'''
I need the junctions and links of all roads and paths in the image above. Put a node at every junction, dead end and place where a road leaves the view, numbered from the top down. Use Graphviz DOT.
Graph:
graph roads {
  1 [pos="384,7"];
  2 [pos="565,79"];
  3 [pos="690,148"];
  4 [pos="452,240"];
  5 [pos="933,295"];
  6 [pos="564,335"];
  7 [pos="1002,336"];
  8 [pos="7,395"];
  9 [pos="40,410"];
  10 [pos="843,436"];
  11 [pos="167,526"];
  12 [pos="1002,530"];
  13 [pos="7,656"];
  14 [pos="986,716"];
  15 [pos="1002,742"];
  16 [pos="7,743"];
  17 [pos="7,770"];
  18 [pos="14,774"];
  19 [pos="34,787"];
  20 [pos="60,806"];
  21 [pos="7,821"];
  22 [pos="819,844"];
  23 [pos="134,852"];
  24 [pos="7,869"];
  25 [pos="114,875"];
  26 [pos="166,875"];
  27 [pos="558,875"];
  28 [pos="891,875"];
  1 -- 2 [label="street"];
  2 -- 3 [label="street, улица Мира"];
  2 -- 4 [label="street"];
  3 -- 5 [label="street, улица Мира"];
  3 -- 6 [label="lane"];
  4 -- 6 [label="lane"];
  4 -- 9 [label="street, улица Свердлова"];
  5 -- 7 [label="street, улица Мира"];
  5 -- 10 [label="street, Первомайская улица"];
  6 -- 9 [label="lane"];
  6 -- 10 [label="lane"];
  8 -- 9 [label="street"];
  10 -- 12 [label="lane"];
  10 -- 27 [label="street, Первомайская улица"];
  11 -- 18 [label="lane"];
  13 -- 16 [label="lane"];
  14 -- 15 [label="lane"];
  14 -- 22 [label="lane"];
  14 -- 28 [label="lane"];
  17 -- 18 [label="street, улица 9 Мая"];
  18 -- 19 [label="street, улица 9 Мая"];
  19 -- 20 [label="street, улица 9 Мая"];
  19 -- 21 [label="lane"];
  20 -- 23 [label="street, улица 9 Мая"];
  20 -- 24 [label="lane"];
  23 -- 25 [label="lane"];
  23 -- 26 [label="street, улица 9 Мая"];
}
'''
* WHAT IS REQUIRED
Copy each line of the listing that carries the word "Мира".

* RESPONSE BELOW
  2 -- 3 [label="street, улица Мира"];
  3 -- 5 [label="street, улица Мира"];
  5 -- 7 [label="street, улица Мира"];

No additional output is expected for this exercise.